Count the lines below that contain the word "dead" and give only the number.

Listed entries: Begin

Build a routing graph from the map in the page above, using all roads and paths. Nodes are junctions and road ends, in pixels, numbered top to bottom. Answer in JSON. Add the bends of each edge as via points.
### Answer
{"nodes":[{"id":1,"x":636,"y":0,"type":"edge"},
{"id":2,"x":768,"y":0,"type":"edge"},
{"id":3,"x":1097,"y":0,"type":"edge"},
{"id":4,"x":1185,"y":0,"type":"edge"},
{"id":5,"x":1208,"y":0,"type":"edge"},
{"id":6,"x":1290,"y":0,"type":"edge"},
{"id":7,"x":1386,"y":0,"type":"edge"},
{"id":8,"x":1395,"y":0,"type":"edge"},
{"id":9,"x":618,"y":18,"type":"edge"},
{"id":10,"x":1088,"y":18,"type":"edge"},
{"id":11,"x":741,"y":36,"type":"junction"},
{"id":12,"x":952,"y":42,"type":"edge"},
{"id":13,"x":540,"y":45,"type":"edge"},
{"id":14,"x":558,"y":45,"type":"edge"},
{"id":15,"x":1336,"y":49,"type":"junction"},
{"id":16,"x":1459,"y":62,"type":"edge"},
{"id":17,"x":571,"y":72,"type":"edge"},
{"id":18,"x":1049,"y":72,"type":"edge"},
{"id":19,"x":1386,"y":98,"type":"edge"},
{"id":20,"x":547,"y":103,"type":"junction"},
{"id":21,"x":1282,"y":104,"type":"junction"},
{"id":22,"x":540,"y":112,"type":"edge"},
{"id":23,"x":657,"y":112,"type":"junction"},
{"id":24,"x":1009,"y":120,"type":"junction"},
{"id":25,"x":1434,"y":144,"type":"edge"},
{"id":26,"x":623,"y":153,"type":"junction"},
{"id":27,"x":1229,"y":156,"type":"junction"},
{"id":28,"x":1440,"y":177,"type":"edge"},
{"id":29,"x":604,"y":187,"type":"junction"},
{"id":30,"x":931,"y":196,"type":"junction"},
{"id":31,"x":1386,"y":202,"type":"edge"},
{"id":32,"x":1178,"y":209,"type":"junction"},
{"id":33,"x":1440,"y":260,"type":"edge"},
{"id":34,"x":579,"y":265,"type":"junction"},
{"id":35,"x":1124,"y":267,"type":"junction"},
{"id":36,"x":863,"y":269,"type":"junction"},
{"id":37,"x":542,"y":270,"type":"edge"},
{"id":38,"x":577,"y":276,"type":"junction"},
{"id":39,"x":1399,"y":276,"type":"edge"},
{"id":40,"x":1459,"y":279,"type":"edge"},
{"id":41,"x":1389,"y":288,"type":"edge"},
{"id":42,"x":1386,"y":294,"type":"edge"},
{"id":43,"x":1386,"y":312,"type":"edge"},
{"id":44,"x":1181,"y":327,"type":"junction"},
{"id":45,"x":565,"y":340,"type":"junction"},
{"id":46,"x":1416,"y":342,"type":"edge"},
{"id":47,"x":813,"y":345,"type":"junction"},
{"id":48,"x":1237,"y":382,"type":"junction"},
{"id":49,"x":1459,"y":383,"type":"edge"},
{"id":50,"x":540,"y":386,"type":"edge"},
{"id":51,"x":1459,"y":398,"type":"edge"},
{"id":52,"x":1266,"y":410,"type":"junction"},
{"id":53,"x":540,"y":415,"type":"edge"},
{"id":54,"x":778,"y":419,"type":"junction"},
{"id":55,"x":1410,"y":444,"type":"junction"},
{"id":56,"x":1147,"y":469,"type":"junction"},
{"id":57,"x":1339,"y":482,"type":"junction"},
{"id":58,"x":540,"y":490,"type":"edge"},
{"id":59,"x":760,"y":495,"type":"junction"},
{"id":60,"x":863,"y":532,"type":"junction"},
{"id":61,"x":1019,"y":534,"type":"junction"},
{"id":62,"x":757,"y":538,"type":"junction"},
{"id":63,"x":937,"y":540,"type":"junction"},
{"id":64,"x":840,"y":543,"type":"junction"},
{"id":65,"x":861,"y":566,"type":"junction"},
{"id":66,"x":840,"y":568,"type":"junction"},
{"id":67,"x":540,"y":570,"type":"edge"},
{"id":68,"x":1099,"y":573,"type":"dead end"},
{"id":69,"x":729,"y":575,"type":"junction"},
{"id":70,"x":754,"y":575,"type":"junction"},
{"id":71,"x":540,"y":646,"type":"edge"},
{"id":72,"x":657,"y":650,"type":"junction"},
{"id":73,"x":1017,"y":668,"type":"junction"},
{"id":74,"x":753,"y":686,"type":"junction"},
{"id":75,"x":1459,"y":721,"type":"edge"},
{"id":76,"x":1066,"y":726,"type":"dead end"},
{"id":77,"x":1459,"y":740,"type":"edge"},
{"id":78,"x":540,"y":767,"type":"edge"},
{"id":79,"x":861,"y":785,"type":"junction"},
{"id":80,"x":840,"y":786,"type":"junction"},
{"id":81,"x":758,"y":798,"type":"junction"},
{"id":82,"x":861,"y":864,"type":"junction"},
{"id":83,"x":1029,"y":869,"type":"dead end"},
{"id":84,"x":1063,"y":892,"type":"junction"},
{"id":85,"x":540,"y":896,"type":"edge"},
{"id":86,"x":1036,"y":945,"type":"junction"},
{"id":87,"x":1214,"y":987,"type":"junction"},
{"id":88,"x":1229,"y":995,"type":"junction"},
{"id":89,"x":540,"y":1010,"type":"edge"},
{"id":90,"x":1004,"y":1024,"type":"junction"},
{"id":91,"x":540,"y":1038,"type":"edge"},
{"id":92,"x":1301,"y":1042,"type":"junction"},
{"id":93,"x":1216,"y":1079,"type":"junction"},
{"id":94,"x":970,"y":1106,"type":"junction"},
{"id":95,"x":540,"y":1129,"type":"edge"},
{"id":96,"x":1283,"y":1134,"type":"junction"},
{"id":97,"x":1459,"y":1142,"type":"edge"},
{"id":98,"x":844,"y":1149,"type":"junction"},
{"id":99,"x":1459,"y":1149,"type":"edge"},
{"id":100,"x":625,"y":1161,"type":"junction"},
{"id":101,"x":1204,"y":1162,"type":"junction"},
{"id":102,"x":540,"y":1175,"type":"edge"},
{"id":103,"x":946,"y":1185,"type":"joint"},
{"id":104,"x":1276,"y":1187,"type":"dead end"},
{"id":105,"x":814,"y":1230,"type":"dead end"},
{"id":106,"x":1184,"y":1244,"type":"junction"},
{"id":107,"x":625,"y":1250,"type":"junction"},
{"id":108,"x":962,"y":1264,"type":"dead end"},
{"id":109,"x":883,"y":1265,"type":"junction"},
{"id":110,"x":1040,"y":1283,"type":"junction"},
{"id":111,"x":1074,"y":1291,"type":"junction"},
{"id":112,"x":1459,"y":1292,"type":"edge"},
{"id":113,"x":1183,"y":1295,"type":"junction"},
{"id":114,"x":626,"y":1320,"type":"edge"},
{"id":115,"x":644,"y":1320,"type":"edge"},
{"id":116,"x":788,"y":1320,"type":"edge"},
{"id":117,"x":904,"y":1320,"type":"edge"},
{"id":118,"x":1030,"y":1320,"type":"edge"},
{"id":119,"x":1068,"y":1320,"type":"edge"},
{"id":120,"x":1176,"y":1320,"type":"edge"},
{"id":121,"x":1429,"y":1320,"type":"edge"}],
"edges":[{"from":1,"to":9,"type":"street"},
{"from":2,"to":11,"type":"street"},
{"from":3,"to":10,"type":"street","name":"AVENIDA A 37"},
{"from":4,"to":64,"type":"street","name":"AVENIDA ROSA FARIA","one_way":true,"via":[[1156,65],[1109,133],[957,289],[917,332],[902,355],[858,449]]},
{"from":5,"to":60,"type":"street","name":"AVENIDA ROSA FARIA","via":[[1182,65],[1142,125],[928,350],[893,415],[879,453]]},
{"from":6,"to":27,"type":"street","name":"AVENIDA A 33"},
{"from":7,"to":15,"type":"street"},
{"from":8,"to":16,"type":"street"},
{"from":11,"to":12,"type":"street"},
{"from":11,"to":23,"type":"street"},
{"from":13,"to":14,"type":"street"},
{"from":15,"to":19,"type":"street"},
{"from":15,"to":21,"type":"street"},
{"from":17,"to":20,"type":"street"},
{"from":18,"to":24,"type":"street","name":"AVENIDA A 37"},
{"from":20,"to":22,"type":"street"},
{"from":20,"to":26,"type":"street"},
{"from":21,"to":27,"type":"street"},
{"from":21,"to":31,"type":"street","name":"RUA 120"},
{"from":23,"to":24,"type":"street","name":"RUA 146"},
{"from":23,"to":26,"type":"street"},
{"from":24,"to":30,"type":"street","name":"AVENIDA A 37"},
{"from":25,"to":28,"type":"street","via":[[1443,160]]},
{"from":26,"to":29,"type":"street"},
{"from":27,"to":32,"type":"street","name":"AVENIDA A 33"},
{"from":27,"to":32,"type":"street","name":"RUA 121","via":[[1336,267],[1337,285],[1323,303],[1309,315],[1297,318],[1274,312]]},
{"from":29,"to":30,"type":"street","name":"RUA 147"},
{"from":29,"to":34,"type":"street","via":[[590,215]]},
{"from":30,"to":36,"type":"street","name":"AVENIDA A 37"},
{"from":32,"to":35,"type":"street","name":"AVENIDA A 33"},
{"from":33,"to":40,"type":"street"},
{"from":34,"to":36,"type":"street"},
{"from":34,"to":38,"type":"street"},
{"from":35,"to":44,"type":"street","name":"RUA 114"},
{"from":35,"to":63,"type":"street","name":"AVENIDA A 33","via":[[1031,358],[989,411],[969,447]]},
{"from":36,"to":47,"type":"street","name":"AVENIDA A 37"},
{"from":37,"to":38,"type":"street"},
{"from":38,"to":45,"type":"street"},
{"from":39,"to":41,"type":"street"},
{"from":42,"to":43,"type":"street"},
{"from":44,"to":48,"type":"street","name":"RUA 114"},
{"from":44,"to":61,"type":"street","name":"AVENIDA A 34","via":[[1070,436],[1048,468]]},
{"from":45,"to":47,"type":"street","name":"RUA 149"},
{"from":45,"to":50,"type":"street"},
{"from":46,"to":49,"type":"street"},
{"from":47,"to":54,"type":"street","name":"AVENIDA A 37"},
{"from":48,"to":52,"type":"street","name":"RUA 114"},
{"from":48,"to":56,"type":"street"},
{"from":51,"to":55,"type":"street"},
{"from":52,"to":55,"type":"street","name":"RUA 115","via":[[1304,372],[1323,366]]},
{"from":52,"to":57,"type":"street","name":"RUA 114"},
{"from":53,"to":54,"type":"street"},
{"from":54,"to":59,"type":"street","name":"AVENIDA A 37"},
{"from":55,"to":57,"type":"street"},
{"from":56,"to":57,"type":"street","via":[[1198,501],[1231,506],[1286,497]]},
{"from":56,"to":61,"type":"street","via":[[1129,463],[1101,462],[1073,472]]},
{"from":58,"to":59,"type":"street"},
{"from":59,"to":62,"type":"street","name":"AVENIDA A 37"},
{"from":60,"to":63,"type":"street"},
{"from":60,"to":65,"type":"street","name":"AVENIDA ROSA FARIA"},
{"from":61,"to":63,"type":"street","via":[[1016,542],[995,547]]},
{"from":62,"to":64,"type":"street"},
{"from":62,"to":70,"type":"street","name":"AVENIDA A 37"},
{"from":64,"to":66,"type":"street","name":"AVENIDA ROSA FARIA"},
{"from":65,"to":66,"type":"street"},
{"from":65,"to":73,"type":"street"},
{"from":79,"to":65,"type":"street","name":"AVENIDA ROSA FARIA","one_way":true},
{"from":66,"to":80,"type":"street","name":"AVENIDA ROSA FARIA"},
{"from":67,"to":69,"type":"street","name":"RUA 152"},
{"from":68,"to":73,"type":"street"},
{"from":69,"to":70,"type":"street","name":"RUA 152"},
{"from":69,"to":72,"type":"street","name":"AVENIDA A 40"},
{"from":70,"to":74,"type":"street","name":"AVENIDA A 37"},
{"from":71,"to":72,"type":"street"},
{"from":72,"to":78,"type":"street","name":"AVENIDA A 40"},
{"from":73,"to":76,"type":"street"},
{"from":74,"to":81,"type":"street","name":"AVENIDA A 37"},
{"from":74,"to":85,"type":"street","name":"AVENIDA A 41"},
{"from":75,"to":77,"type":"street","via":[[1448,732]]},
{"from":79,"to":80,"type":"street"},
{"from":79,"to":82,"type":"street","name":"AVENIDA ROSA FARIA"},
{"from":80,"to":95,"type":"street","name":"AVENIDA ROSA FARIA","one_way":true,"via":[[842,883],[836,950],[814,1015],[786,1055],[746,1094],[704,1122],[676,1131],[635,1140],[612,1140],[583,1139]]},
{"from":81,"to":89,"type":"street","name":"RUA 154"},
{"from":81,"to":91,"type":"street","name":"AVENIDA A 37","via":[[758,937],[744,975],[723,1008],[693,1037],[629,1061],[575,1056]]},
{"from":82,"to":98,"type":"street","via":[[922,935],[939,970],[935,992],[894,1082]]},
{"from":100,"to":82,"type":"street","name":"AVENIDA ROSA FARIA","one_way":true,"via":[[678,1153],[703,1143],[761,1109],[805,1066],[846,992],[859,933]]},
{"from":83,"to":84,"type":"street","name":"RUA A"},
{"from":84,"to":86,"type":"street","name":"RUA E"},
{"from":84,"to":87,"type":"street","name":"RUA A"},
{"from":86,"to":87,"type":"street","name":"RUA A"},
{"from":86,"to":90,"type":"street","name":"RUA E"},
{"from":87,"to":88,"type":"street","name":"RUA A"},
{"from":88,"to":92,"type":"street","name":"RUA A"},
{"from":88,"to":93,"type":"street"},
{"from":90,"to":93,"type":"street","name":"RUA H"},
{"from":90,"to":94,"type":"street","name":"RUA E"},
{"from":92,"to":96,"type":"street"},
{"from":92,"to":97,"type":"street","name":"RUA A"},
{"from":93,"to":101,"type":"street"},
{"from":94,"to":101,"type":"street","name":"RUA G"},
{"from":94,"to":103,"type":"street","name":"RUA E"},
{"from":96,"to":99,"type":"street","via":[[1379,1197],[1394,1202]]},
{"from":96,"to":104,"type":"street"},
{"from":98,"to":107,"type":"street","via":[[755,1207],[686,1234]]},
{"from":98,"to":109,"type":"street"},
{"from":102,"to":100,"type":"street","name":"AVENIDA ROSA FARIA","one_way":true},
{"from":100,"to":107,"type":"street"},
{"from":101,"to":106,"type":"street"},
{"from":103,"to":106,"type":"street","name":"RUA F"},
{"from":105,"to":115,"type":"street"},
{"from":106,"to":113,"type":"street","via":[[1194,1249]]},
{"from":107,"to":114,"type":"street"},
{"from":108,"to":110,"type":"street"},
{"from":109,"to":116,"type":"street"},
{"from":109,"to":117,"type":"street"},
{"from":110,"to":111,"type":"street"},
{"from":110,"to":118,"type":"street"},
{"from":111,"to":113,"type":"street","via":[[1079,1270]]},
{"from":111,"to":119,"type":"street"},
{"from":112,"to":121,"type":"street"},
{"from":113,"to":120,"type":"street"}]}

Listed entries: End

▶ Answer for this exercise:
6